DATASET:
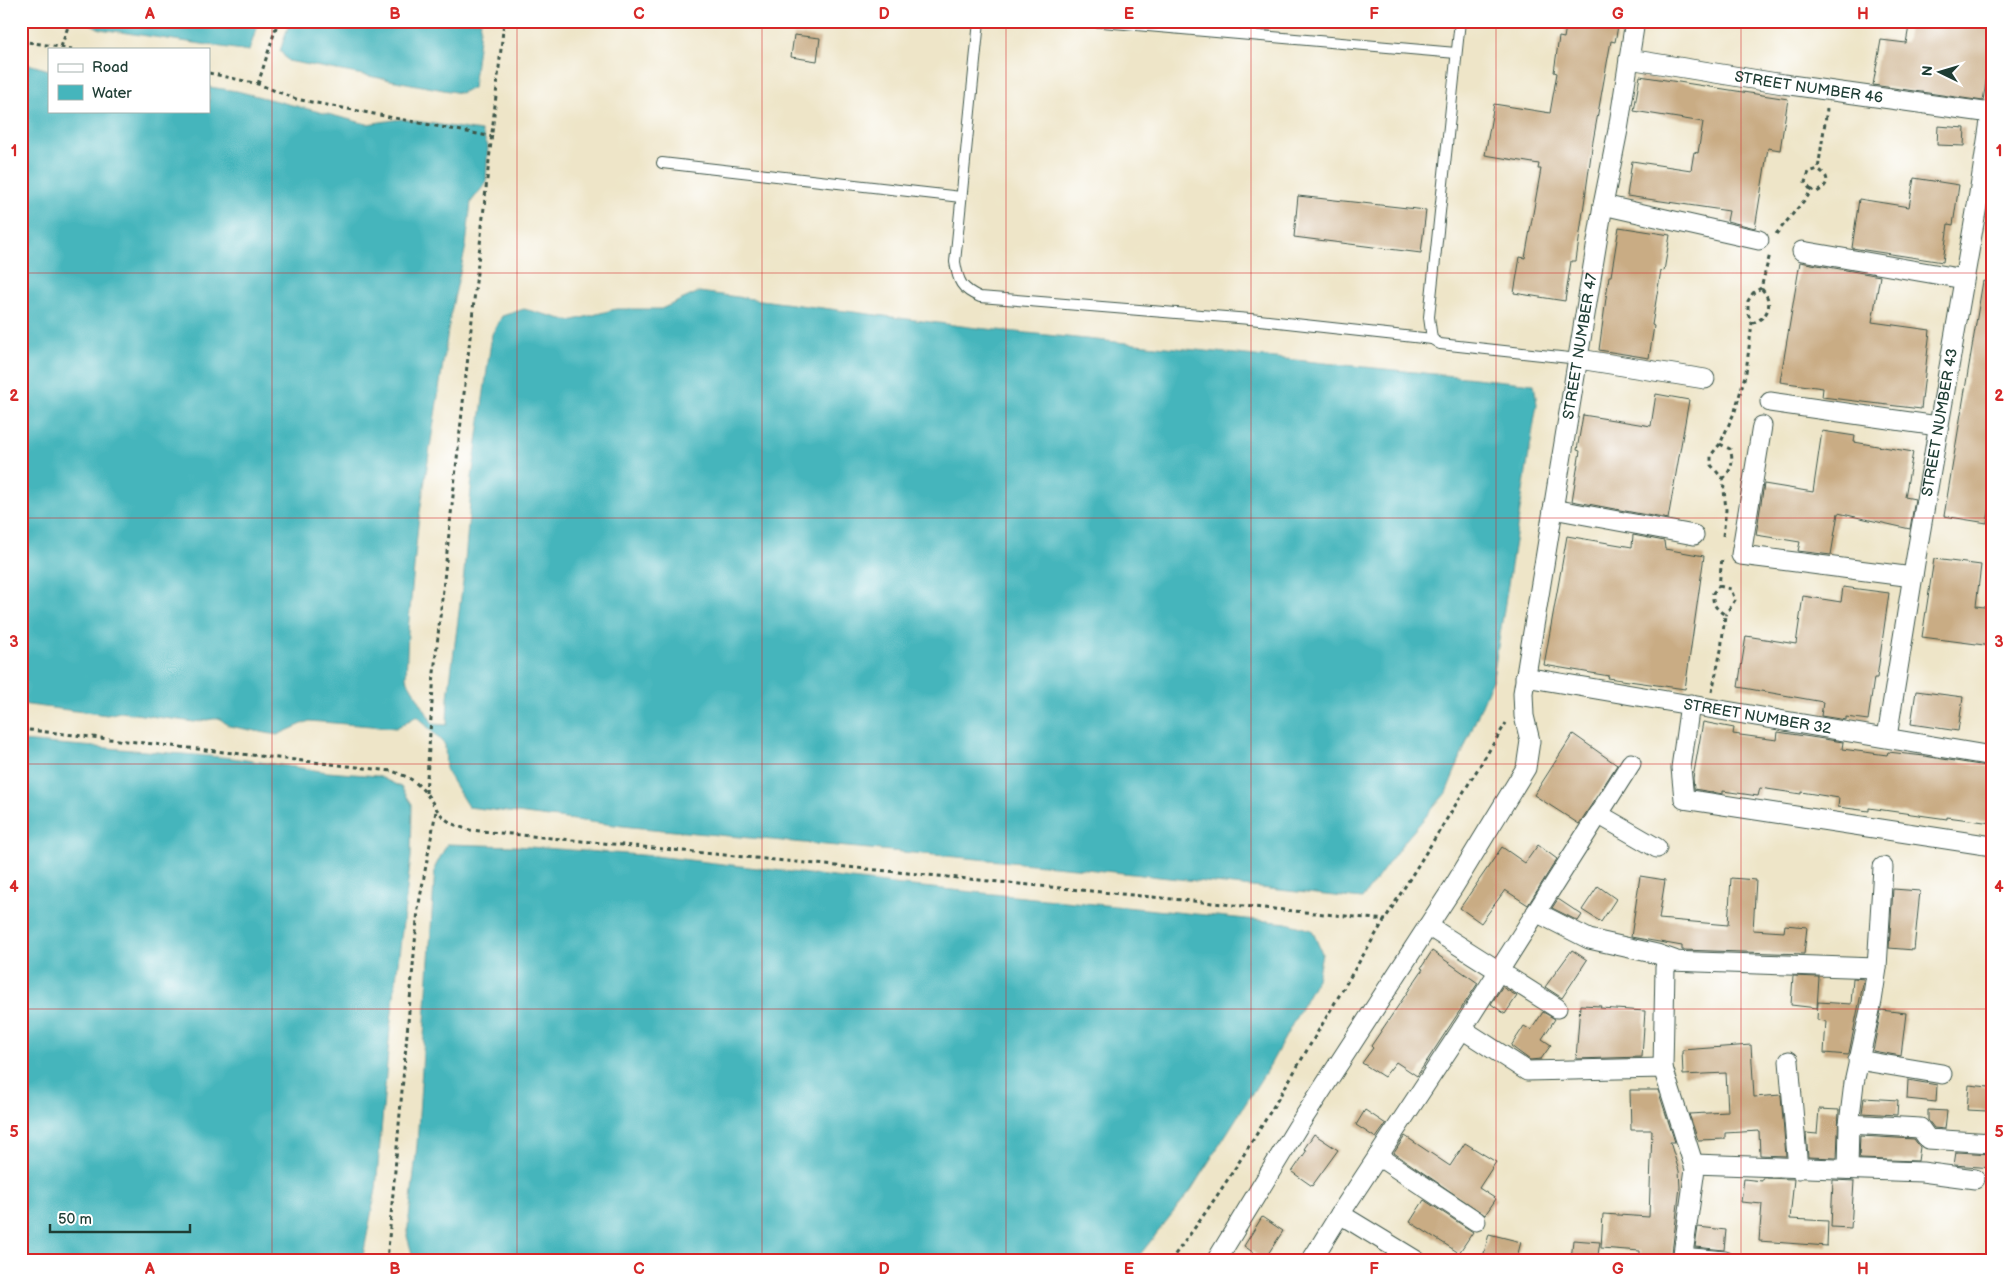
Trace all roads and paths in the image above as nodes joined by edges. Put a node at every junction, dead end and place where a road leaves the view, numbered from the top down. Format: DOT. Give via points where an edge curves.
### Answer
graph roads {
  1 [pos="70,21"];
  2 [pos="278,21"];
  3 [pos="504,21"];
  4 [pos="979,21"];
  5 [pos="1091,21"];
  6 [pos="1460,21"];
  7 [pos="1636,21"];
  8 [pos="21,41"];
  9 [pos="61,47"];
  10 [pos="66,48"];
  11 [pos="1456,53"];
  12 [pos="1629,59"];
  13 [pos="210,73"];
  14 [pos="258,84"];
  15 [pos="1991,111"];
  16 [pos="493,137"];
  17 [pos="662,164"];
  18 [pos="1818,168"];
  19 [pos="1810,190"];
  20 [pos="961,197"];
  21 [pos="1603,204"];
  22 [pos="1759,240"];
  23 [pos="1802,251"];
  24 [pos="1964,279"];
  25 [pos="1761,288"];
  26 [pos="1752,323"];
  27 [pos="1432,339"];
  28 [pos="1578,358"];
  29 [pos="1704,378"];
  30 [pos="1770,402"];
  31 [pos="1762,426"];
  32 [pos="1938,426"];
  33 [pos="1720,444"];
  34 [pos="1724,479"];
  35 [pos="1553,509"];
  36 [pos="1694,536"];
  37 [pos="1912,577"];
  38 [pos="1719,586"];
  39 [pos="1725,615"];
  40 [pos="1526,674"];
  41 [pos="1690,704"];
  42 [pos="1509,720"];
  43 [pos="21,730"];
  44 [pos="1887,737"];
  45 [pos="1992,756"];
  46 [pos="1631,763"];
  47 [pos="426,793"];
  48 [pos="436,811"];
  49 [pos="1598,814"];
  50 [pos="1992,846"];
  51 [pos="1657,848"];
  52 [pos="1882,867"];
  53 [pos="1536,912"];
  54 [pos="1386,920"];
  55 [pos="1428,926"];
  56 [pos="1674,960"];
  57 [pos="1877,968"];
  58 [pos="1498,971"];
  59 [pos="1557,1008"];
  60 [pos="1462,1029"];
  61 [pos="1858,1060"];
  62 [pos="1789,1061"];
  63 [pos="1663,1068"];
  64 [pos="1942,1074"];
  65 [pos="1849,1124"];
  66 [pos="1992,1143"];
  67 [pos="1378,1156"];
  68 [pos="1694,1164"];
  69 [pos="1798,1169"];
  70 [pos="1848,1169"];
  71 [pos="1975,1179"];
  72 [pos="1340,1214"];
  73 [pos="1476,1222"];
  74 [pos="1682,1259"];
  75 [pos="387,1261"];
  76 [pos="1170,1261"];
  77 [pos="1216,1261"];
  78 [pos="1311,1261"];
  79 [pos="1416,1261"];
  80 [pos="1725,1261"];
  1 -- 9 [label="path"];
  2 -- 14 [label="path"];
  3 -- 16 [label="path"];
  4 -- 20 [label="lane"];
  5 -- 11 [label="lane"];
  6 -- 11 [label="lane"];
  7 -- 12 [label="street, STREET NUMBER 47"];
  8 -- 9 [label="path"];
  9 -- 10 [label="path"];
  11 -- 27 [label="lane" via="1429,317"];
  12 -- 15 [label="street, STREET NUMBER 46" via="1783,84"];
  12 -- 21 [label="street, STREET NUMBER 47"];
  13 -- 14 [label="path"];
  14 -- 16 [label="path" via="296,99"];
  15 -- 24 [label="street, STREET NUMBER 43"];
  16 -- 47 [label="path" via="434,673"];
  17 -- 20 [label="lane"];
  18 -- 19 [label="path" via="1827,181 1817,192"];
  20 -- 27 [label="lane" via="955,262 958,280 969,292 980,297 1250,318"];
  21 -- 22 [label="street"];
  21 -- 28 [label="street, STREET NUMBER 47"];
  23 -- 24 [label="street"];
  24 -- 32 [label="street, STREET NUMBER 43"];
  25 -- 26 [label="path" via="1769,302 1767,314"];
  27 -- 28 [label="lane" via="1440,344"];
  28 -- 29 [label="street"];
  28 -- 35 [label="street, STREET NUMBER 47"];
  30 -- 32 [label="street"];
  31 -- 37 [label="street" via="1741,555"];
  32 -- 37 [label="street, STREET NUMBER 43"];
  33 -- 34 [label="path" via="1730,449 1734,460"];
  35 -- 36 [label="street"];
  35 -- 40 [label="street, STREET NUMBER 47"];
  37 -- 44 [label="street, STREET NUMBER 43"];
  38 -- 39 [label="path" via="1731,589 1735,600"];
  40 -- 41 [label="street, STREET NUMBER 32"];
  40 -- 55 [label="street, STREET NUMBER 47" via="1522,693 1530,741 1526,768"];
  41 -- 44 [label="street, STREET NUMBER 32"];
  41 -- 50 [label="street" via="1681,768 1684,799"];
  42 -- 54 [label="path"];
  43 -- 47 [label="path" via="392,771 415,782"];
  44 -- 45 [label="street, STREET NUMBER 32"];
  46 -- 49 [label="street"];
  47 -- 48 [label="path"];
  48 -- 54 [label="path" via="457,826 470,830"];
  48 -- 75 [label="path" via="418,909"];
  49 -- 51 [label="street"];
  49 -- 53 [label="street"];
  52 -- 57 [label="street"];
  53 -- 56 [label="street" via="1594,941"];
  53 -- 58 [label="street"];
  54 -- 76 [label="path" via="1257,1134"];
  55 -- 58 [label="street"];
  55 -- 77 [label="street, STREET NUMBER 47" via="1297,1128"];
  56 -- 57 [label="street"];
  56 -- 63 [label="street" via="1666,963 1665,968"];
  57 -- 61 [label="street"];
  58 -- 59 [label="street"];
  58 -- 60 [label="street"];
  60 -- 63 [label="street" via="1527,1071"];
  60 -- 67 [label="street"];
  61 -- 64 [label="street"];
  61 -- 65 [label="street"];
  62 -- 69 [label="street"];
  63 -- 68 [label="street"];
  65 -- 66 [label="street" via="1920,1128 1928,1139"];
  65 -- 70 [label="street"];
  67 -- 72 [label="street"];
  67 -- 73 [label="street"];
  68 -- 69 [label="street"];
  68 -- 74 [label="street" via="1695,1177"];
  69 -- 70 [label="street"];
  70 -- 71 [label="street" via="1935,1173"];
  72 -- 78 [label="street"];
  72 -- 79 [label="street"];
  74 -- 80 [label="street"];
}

REQUIRED WORK: Go through the records above and, whenever a line includes the word "lane", copy it.

EXERCISE ANSWER:
  4 -- 20 [label="lane"];
  5 -- 11 [label="lane"];
  6 -- 11 [label="lane"];
  11 -- 27 [label="lane" via="1429,317"];
  17 -- 20 [label="lane"];
  20 -- 27 [label="lane" via="955,262 958,280 969,292 980,297 1250,318"];
  27 -- 28 [label="lane" via="1440,344"];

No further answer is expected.